**EXERCISE DETAILS**
Whenever a line of the data below holds the string "Crescent", copy that line.
━━━━━━━━━━
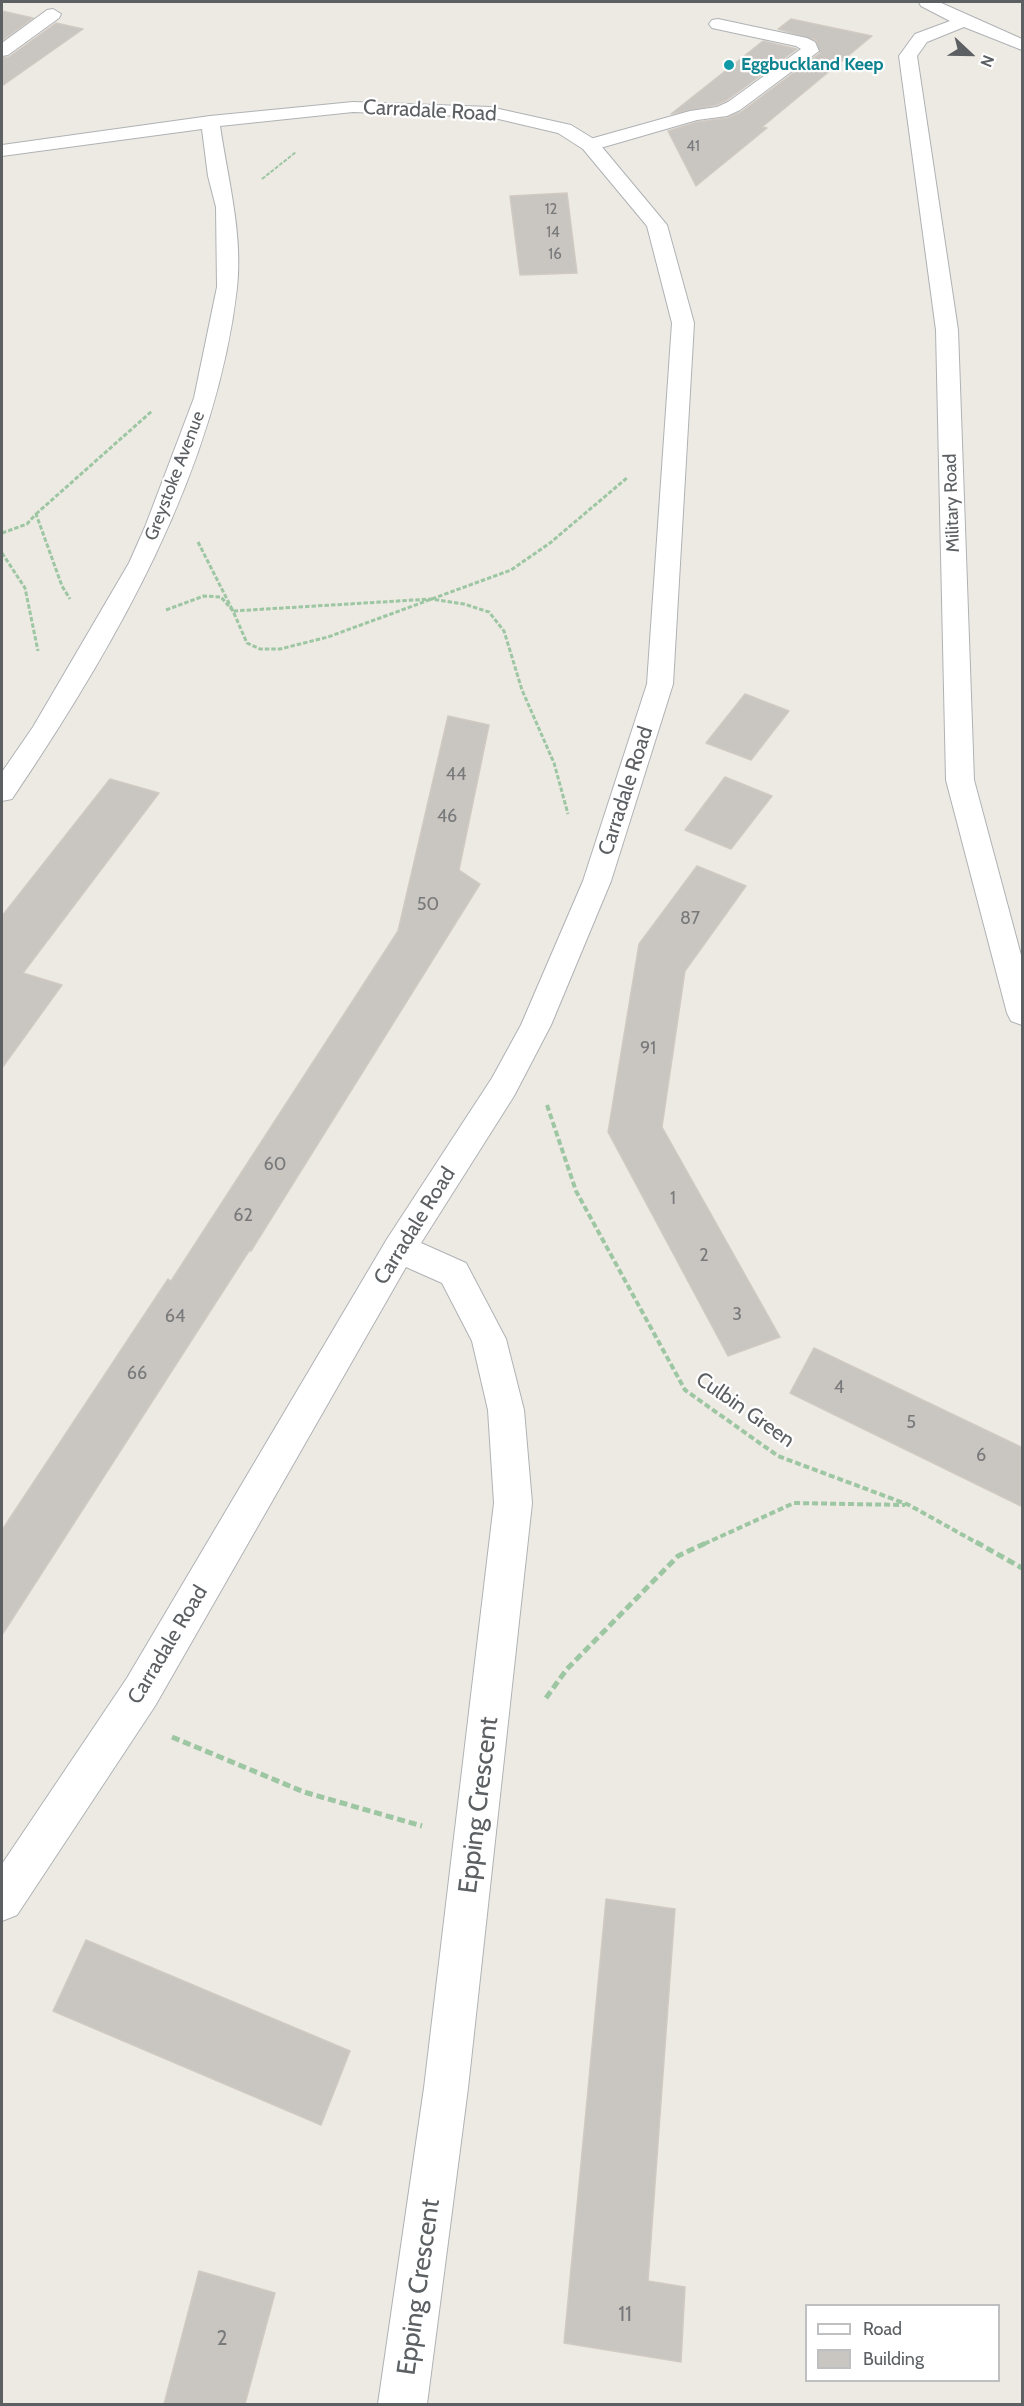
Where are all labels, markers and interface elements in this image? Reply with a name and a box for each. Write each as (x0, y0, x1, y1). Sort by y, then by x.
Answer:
north arrow (940, 24, 1000, 84)
text: N (976, 52, 998, 70)
place label: Eggbuckland Keep (741, 54, 884, 76)
marker: Eggbuckland Keep (722, 58, 736, 72)
street label: Carradale Road (363, 95, 497, 127)
house number: 41 (686, 138, 700, 156)
house number: 12 (545, 201, 557, 219)
house number: 14 (546, 224, 560, 242)
house number: 16 (548, 246, 562, 264)
street label: Greystoke Avenue (140, 408, 210, 544)
street label: Military Road (939, 453, 965, 553)
street label: Carradale Road (593, 723, 659, 859)
house number: 44 (446, 764, 466, 786)
house number: 46 (437, 806, 457, 828)
house number: 50 (417, 894, 439, 916)
house number: 87 (680, 908, 700, 930)
house number: 91 (640, 1038, 656, 1060)
house number: 60 (264, 1154, 286, 1176)
street label: Carradale Road (369, 1163, 461, 1289)
house number: 1 (670, 1188, 676, 1210)
house number: 62 (233, 1205, 253, 1227)
house number: 2 (699, 1245, 709, 1267)
house number: 3 (732, 1304, 742, 1326)
house number: 64 (165, 1306, 185, 1328)
house number: 66 (127, 1363, 147, 1385)
street label: Culbin Green (691, 1367, 799, 1453)
house number: 4 (834, 1377, 844, 1399)
house number: 5 (906, 1412, 916, 1434)
house number: 6 (976, 1445, 986, 1467)
street label: Carradale Road (123, 1581, 213, 1709)
street label: Epping Crescent (453, 1715, 505, 1895)
street label: Epping Crescent (391, 2197, 447, 2377)
house number: 11 (618, 2302, 632, 2328)
legend (805, 2304, 1000, 2382)
text: Road (863, 2318, 902, 2340)
house number: 2 (216, 2326, 228, 2352)
text: Building (863, 2348, 924, 2370)

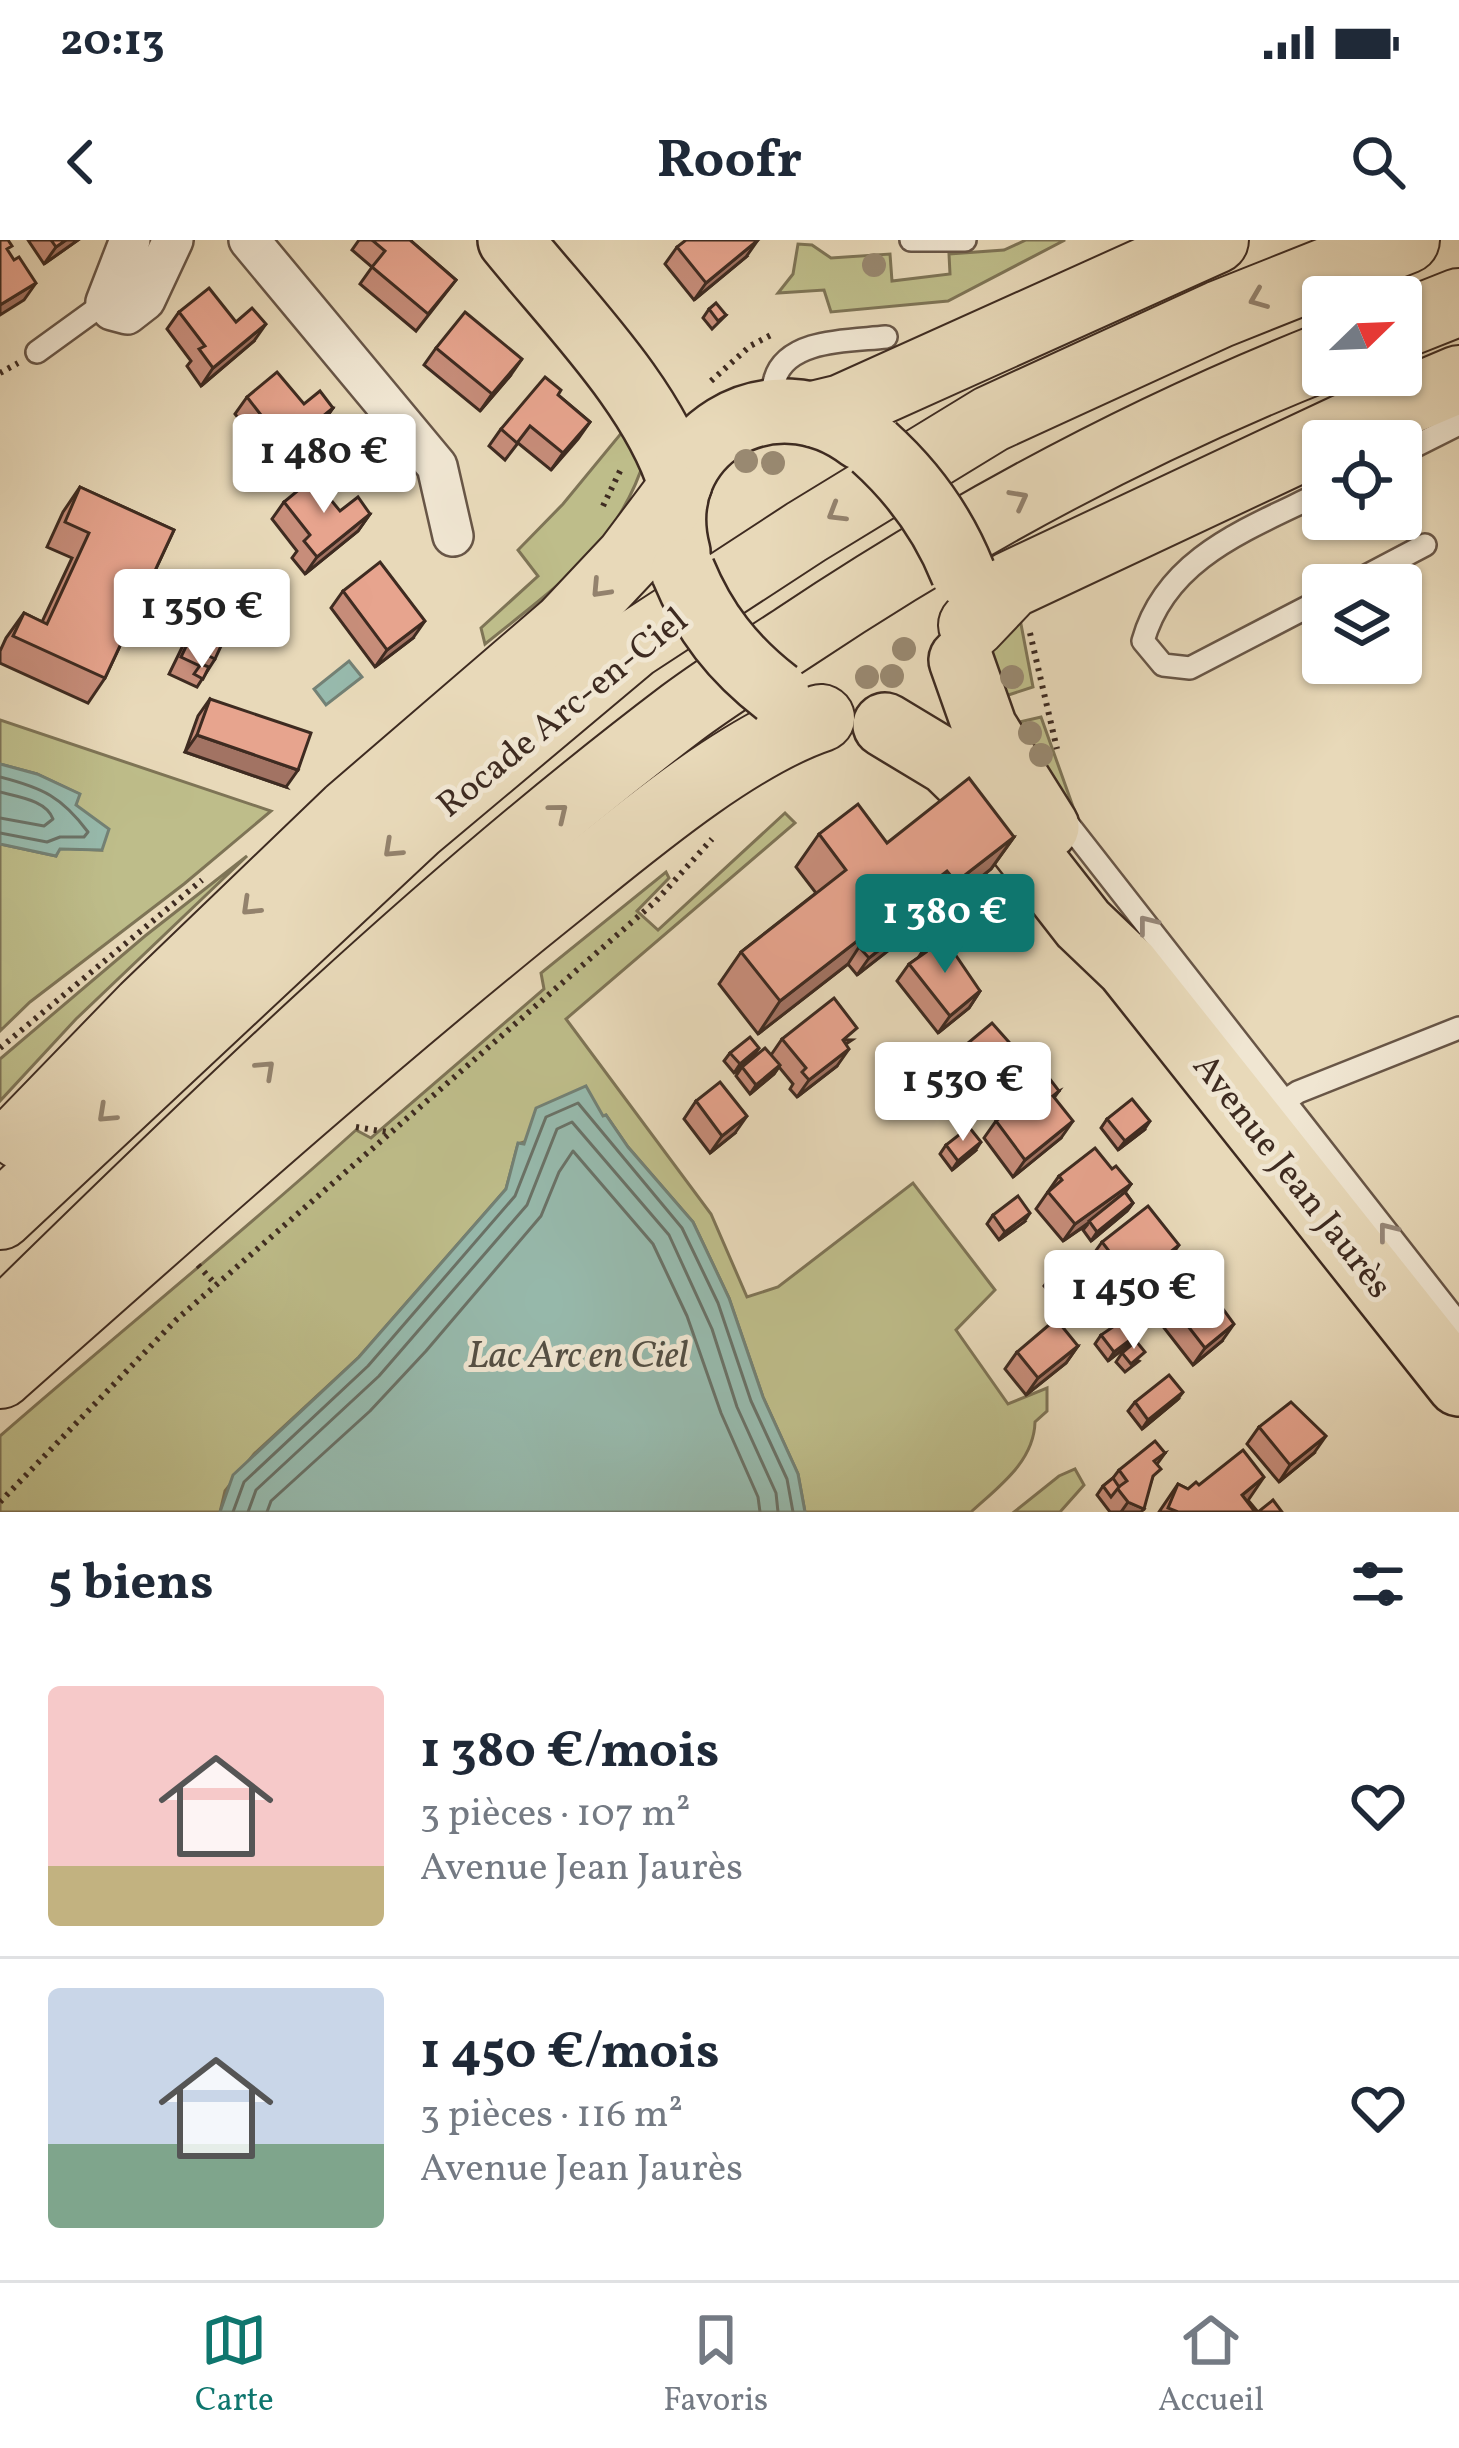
━━━━━━━━━━
**SOLUTION TO THIS EXERCISE**
street label: Epping Crescent (453, 1715, 505, 1895)
street label: Epping Crescent (391, 2197, 447, 2377)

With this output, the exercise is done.